AI本地化部署:C++运行超分增强图像
前言
文章中包含部分Python部分,你只要会安装Python环境即可,如果不想要了解Python,可以直接进入到编写C++代码部分,我已经提供了一个示例工程。
环境准备
- 安装onnxruntime和opencv:
pip install onnxruntime opencv-python
- 安装百度飞浆环境,我这里是一CPU推理为示例(详细可以参考官网安装:https://www.paddlepaddle.org.cn/install/quick ):
python -m pip install paddlepaddle==2.6.2 -i https://www.paddlepaddle.org.cn/packages/stable/cpu/
- 按照官方教程安装准备PPGAN, 连接如下:
https://aistudio.baidu.com/projectdetail/3205183
模型转换
- 新建一个Python脚本,运行下面代码,导出模型为onnx:
from ppgan.models.generators import RRDBNet
import paddle
import paddle.static as static
def export_onnx():
# 加载百度飞浆的模型
model = RRDBNet(3, 3, 64, 23)
# 下载后的模型路径,注意按照实际更改
state_dict = paddle.load("weight_params/DF2K_JPEG.pdparams")
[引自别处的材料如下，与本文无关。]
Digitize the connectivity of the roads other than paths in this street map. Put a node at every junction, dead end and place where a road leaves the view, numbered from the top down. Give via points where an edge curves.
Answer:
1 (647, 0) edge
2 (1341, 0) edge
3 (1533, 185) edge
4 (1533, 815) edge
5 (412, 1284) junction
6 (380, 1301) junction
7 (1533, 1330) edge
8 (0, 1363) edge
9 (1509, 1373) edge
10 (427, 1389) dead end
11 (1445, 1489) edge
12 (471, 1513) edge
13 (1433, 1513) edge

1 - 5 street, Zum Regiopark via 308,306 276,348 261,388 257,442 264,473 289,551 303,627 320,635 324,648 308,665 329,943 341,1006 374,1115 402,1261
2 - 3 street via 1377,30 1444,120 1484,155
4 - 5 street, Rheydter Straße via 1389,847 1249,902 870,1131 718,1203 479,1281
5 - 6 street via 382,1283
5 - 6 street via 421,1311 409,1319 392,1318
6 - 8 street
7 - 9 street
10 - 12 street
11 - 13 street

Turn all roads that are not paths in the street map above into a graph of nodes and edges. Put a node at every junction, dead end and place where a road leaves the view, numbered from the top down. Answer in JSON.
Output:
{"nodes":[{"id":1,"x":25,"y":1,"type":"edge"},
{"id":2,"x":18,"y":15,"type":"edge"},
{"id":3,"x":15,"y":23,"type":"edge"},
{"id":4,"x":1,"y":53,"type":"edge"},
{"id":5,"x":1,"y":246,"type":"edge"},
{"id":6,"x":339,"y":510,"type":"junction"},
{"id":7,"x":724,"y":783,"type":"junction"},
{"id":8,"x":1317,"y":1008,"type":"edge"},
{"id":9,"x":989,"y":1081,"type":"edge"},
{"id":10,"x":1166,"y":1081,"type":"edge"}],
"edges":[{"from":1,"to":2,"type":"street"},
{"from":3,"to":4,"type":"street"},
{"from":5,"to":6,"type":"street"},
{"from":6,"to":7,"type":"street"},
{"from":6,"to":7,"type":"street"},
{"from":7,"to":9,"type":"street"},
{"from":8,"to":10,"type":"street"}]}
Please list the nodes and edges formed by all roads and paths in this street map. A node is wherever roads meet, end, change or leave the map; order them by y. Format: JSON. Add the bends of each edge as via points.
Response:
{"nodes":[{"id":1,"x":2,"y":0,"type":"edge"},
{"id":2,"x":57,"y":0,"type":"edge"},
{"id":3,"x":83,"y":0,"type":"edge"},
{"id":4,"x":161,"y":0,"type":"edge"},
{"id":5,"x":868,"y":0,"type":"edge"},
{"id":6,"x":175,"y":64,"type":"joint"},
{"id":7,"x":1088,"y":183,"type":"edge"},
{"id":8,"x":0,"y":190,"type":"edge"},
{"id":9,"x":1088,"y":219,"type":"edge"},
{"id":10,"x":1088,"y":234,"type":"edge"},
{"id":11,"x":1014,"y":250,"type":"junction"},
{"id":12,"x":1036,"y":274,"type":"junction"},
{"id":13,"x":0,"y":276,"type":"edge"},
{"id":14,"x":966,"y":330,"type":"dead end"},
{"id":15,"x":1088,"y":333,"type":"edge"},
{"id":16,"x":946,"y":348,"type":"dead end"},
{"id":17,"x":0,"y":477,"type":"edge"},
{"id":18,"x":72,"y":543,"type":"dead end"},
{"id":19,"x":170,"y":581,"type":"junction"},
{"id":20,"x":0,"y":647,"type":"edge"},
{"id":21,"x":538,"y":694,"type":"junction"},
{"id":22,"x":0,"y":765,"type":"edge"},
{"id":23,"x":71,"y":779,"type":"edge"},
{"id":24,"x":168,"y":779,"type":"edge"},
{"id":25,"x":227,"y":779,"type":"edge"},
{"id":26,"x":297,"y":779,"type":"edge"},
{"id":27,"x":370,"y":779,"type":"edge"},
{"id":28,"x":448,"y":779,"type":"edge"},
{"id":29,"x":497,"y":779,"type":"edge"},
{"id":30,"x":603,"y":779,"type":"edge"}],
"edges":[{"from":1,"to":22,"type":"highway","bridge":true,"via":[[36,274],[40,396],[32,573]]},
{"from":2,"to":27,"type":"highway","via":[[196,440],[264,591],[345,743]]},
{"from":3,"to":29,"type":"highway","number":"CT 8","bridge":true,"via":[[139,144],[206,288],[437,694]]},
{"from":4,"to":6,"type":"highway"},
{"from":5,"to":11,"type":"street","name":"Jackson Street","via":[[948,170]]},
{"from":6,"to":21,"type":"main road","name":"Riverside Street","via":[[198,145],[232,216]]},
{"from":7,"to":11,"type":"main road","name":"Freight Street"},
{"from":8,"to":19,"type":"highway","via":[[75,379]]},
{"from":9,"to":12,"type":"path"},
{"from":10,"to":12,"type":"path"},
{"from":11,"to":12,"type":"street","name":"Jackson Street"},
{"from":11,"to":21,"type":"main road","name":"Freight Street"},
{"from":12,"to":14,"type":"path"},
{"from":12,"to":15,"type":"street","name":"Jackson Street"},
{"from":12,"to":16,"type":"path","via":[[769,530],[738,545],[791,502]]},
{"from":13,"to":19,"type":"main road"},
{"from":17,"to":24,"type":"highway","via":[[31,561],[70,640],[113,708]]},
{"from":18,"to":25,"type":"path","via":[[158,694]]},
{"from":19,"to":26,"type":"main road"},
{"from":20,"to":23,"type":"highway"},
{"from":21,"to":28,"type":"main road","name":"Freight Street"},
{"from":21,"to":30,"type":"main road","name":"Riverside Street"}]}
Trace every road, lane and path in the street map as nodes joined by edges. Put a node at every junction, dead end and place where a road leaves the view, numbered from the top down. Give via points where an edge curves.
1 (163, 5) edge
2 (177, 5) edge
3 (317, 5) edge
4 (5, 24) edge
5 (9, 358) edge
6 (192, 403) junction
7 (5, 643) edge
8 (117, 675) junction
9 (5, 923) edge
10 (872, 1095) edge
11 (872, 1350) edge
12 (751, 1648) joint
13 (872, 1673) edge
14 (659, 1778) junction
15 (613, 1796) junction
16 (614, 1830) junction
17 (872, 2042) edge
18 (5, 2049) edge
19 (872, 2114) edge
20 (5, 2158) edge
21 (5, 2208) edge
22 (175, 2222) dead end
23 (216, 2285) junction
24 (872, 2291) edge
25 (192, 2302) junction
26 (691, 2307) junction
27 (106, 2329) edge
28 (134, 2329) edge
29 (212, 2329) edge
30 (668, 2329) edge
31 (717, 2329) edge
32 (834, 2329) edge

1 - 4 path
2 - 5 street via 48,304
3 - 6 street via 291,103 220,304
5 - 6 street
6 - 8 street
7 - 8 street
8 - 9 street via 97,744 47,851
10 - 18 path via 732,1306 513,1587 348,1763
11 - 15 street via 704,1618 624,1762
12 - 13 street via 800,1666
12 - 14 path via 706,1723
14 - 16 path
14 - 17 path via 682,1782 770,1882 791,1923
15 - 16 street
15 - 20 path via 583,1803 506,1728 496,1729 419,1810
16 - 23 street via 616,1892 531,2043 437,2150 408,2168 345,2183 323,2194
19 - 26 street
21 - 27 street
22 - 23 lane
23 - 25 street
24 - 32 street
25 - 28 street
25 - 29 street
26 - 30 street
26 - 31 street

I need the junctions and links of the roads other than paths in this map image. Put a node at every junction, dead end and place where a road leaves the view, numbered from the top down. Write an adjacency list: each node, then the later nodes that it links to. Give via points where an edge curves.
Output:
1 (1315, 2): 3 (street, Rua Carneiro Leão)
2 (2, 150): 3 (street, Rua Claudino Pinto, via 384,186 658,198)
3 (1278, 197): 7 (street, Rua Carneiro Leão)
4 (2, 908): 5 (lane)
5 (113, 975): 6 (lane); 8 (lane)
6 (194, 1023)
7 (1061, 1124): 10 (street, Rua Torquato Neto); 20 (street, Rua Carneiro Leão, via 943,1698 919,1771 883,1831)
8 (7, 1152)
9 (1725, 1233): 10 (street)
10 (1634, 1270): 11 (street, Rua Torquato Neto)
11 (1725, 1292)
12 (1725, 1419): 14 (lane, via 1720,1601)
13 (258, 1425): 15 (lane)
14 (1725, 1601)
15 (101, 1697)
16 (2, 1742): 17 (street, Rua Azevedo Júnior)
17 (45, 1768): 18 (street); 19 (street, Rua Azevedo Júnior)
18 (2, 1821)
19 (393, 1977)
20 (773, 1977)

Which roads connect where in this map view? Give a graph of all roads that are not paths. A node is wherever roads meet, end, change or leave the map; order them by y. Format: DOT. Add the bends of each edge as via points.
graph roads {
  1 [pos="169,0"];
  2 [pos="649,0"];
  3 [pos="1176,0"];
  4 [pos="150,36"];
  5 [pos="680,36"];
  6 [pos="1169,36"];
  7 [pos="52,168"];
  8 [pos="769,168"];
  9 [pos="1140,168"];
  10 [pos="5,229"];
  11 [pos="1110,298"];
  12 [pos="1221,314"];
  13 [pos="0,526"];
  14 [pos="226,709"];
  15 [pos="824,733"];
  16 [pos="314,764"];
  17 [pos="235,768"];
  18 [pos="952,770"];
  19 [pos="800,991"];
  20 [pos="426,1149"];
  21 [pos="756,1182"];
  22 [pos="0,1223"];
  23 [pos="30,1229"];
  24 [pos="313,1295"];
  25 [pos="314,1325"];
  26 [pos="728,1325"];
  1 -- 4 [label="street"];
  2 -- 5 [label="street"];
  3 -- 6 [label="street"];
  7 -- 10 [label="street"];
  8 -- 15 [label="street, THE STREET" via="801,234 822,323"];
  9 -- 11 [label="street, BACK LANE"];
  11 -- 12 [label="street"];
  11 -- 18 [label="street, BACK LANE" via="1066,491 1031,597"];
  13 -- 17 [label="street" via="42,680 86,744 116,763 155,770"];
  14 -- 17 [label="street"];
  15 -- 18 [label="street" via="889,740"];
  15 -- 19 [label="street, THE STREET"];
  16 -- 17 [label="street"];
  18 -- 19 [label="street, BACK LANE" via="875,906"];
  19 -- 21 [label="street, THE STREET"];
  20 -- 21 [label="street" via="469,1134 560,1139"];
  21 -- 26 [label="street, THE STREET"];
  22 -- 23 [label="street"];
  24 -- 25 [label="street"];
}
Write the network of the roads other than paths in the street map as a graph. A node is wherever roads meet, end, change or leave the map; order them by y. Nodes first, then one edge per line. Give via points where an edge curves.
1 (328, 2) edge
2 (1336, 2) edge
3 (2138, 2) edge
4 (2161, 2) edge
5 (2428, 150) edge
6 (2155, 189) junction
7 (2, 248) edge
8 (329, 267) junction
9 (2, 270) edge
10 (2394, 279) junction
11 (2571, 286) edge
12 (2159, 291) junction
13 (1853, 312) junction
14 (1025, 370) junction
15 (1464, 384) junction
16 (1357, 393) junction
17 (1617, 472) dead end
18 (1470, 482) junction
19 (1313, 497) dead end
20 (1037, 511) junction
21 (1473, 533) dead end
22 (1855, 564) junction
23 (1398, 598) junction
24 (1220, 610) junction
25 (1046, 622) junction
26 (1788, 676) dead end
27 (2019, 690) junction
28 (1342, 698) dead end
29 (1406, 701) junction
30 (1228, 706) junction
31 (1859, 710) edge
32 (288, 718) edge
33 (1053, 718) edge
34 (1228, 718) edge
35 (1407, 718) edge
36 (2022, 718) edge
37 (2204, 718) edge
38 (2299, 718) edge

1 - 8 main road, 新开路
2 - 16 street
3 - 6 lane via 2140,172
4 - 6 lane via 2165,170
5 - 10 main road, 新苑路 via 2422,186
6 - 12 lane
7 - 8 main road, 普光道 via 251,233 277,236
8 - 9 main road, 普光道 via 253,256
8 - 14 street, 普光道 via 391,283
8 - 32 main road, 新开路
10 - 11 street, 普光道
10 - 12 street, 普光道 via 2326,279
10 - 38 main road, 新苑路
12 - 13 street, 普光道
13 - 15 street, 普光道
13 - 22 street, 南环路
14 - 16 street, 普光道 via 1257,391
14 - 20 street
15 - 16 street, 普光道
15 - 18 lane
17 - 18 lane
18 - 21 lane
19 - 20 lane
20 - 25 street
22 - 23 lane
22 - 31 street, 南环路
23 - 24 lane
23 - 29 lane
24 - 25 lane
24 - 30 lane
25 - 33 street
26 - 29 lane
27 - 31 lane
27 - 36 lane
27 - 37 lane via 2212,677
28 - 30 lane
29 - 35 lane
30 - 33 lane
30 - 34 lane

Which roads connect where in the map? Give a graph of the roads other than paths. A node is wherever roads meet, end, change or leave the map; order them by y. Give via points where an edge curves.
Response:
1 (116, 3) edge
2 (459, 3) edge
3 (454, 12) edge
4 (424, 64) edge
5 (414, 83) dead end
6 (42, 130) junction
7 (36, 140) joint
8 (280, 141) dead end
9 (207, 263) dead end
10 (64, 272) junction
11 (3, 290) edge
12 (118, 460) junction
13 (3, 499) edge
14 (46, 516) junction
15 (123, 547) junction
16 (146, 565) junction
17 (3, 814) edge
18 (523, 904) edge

model.load_dict(state_dict)
# 为模型指定输入的形状和数据类型,支持持 Tensor 或 InputSpec ,InputSpec 支持动态的 shape。
x_spec = paddle.static.InputSpec([None, 3, None, None], 'float32', 'x')
# 指定导出的onnx的保存路径
model_path = "./onnx_net/rrdbnet"
# 导出onnx模型
paddle.onnx.export(model, model_path, input_spec=[x_spec], opset_version=11)
if __name__ == "__main__":
export_onnx()
- 执行完成后,你应该会指定的路径下面看到一个ONNX后缀的文件,我们可以通过下面代码验证一下:
import onnxruntime
def test():
ort_sess = onnxruntime.InferenceSession("onnx_net/rrdbnet.onnx")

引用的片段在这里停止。